- **Brief**
For each record below, set it down exactly but leave out any picture.

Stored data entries
· · ·
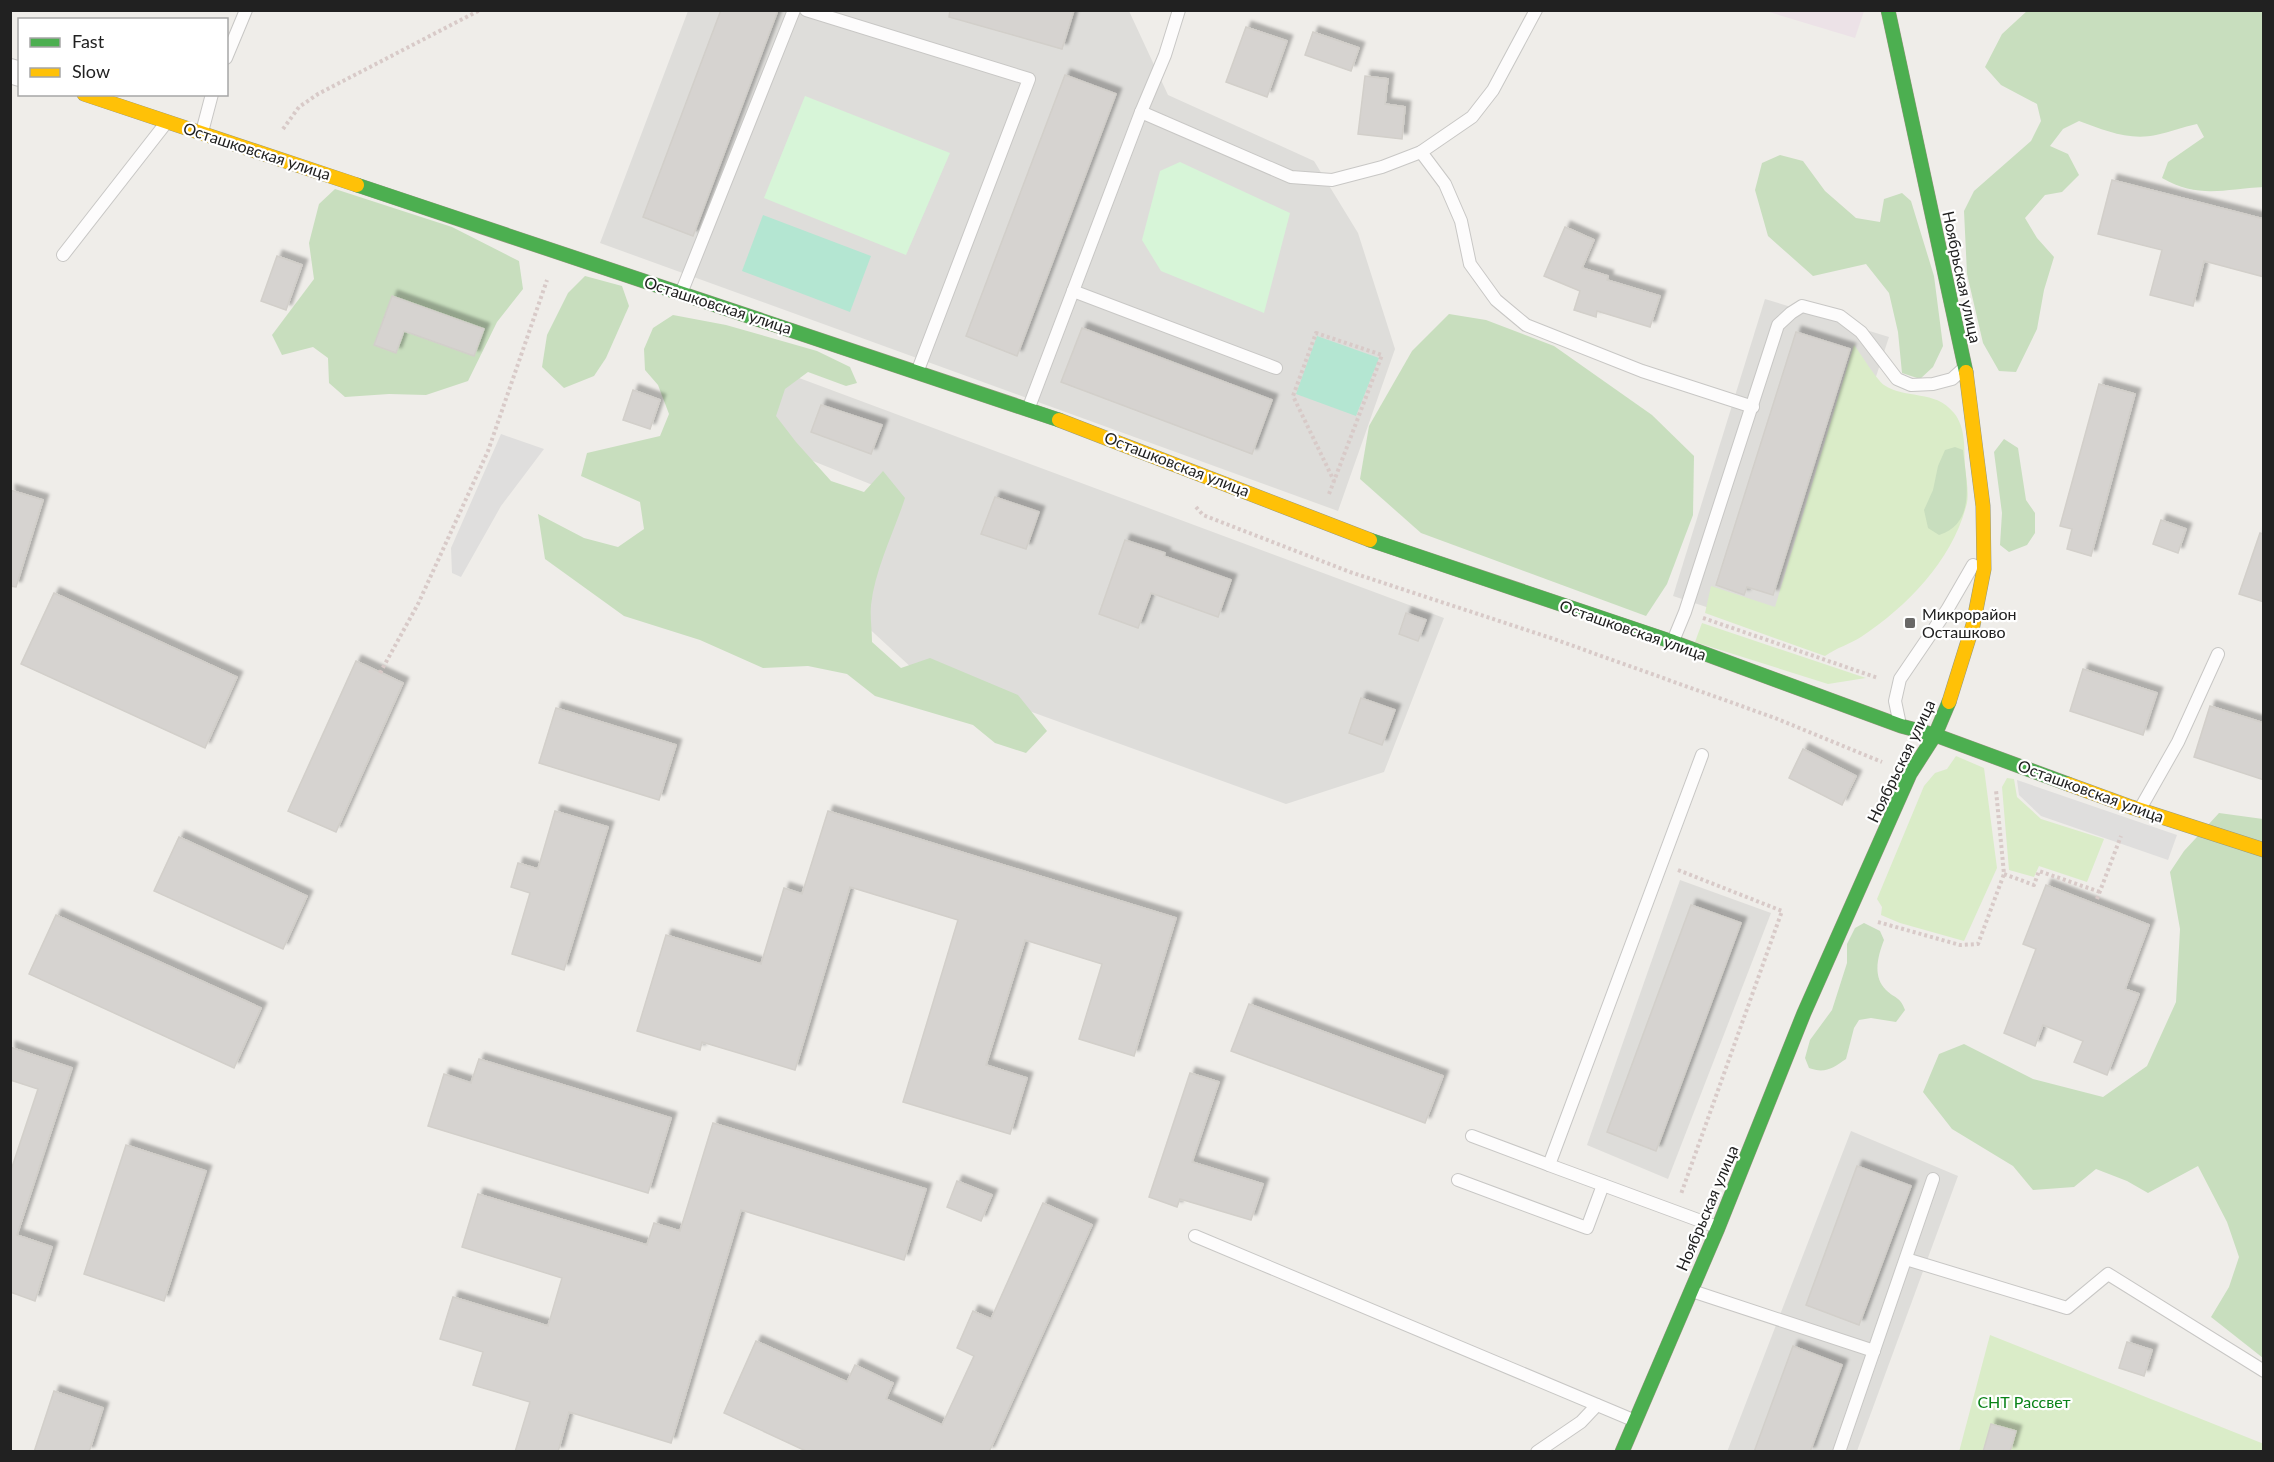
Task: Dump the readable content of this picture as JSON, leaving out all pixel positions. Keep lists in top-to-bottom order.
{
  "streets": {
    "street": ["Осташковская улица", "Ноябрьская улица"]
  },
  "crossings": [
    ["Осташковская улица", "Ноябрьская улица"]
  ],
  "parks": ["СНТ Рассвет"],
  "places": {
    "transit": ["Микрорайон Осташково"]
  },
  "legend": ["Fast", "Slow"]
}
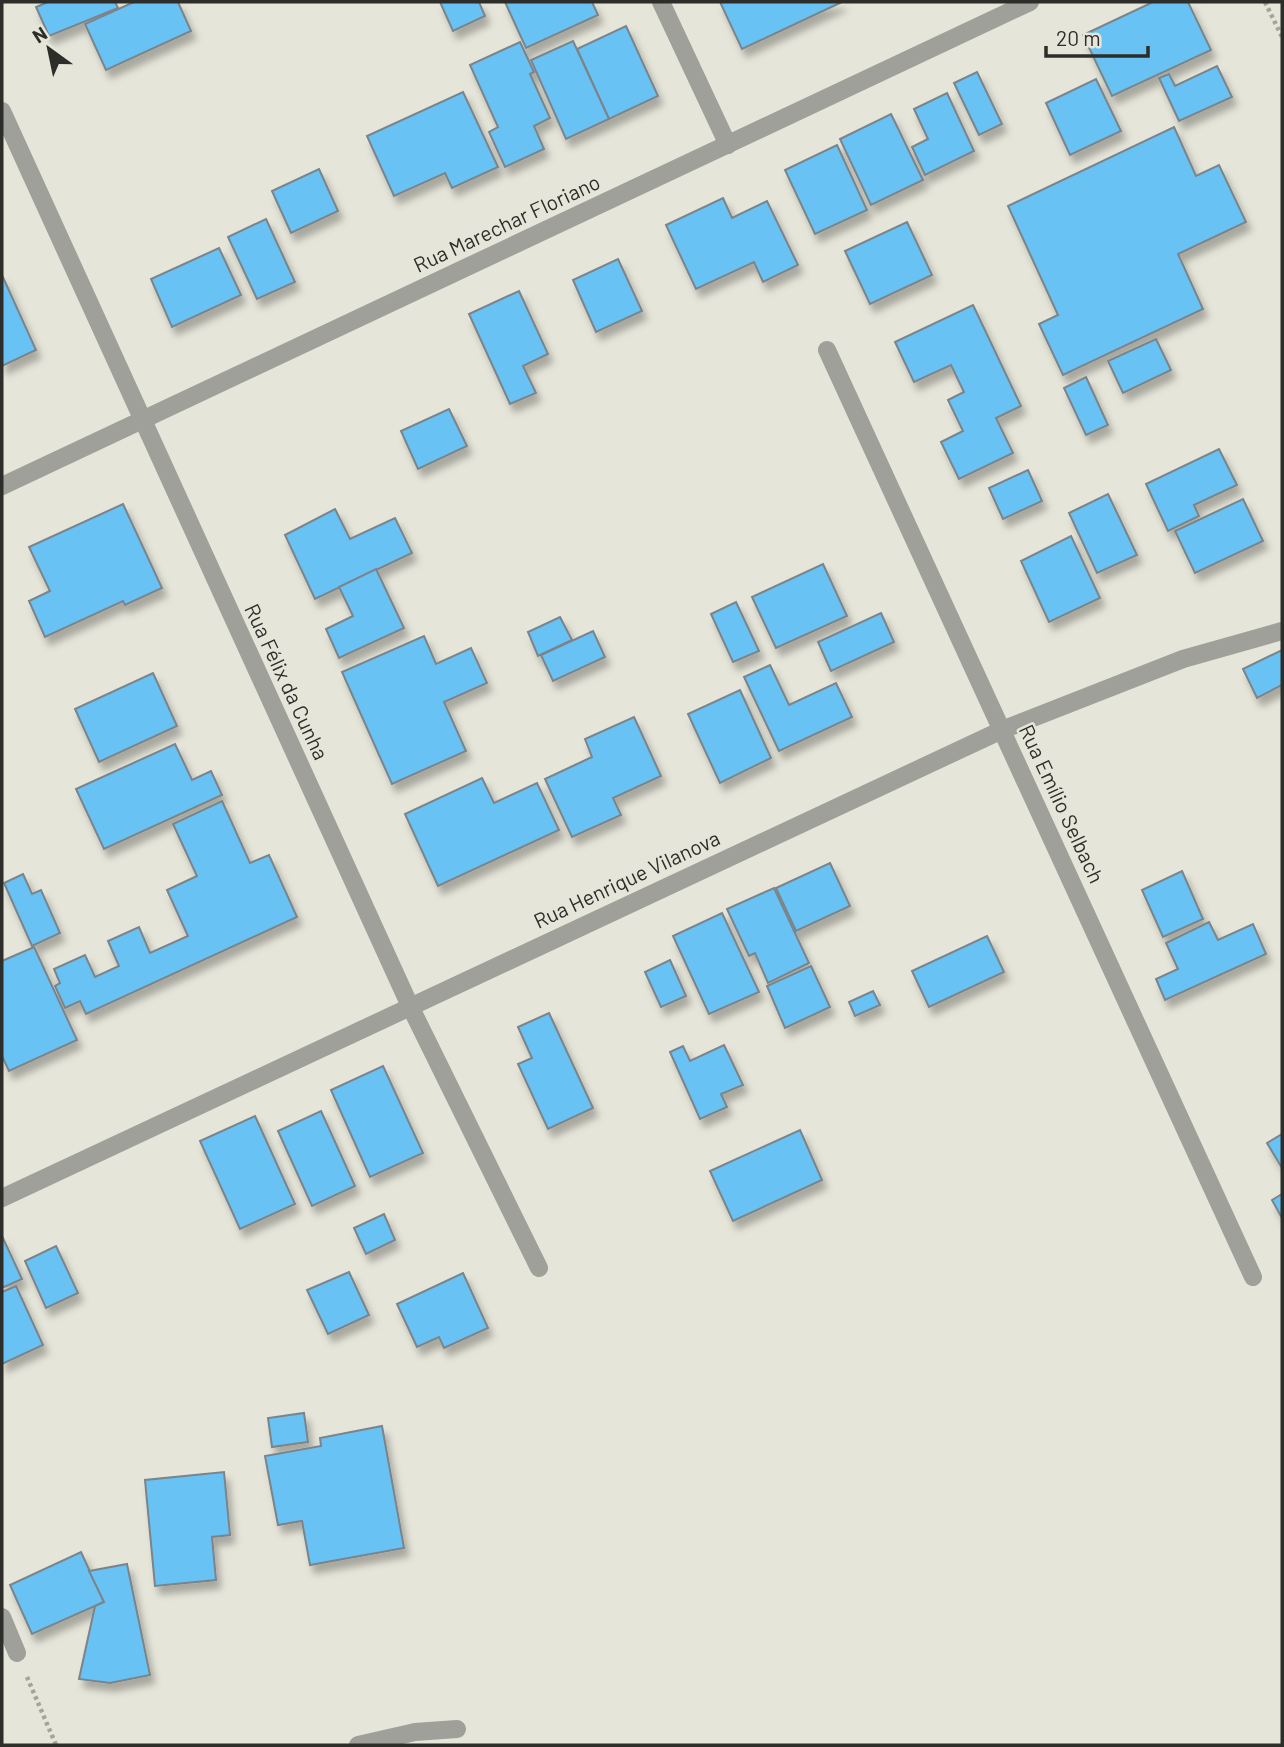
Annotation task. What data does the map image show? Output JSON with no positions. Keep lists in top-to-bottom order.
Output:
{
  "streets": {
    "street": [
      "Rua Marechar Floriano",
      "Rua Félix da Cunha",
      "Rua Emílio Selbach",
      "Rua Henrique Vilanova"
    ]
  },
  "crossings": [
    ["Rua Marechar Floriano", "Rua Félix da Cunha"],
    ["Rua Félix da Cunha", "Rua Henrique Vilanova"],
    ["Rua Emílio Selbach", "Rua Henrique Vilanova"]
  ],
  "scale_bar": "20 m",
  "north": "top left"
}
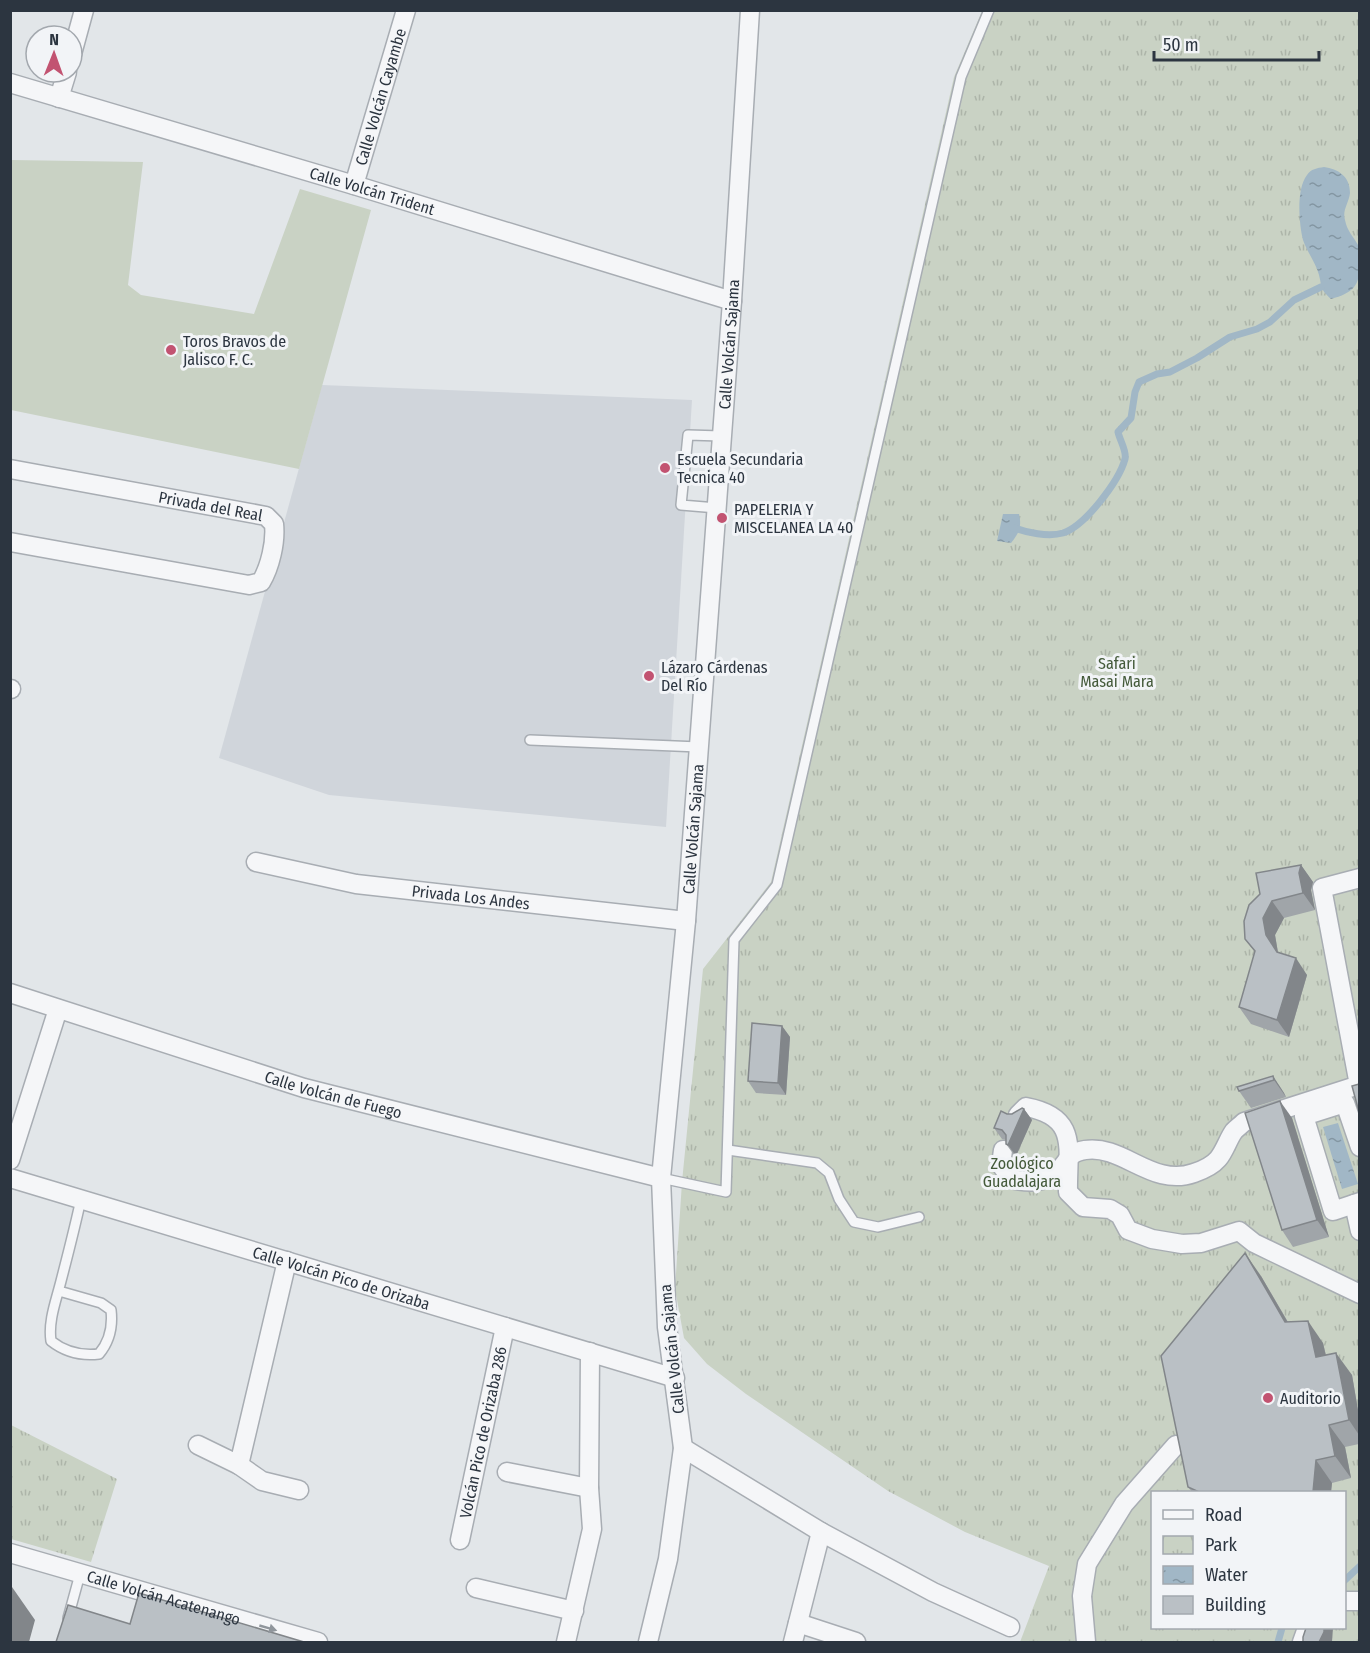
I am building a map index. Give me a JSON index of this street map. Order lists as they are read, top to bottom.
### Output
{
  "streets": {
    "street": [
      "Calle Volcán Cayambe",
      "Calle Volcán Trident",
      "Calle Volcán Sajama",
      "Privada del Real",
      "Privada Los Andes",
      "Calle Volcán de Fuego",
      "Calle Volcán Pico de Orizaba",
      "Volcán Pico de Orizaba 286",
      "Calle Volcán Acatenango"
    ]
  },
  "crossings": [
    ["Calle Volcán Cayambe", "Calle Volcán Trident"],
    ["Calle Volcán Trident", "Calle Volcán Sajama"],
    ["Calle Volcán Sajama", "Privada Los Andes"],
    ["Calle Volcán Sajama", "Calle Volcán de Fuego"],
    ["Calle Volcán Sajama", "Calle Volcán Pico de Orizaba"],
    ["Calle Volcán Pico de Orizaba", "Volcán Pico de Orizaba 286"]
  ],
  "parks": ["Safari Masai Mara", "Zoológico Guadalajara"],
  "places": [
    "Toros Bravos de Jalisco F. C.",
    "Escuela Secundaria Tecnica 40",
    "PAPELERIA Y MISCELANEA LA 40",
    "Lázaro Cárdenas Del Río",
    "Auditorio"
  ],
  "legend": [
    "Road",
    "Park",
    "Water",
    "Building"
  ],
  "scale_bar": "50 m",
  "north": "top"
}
· · ·
- **Exercise solution**
Task: Dump the readable content of this picture as JSON, leaving out all pixel positions. Keep lists in top-to-bottom order.
{
  "streets": {
    "street": ["Осташковская улица", "Ноябрьская улица"]
  },
  "crossings": [
    ["Осташковская улица", "Ноябрьская улица"]
  ],
  "parks": ["СНТ Рассвет"],
  "places": {
    "transit": ["Микрорайон Осташково"]
  },
  "legend": ["Fast", "Slow"]
}
Annotation task. What data does the map image show? Output JSON with no positions. Keep lists in top-to-bottom order.
Output:
{
  "streets": {
    "street": [
      "Rua Marechar Floriano",
      "Rua Félix da Cunha",
      "Rua Emílio Selbach",
      "Rua Henrique Vilanova"
    ]
  },
  "crossings": [
    ["Rua Marechar Floriano", "Rua Félix da Cunha"],
    ["Rua Félix da Cunha", "Rua Henrique Vilanova"],
    ["Rua Emílio Selbach", "Rua Henrique Vilanova"]
  ],
  "scale_bar": "20 m",
  "north": "top left"
}
I am building a map index. Give me a JSON index of this street map. Order lists as they are read, top to bottom.
### Output
{
  "streets": {
    "street": [
      "Calle Volcán Cayambe",
      "Calle Volcán Trident",
      "Calle Volcán Sajama",
      "Privada del Real",
      "Privada Los Andes",
      "Calle Volcán de Fuego",
      "Calle Volcán Pico de Orizaba",
      "Volcán Pico de Orizaba 286",
      "Calle Volcán Acatenango"
    ]
  },
  "crossings": [
    ["Calle Volcán Cayambe", "Calle Volcán Trident"],
    ["Calle Volcán Trident", "Calle Volcán Sajama"],
    ["Calle Volcán Sajama", "Privada Los Andes"],
    ["Calle Volcán Sajama", "Calle Volcán de Fuego"],
    ["Calle Volcán Sajama", "Calle Volcán Pico de Orizaba"],
    ["Calle Volcán Pico de Orizaba", "Volcán Pico de Orizaba 286"]
  ],
  "parks": ["Safari Masai Mara", "Zoológico Guadalajara"],
  "places": [
    "Toros Bravos de Jalisco F. C.",
    "Escuela Secundaria Tecnica 40",
    "PAPELERIA Y MISCELANEA LA 40",
    "Lázaro Cárdenas Del Río",
    "Auditorio"
  ],
  "legend": [
    "Road",
    "Park",
    "Water",
    "Building"
  ],
  "scale_bar": "50 m",
  "north": "top"
}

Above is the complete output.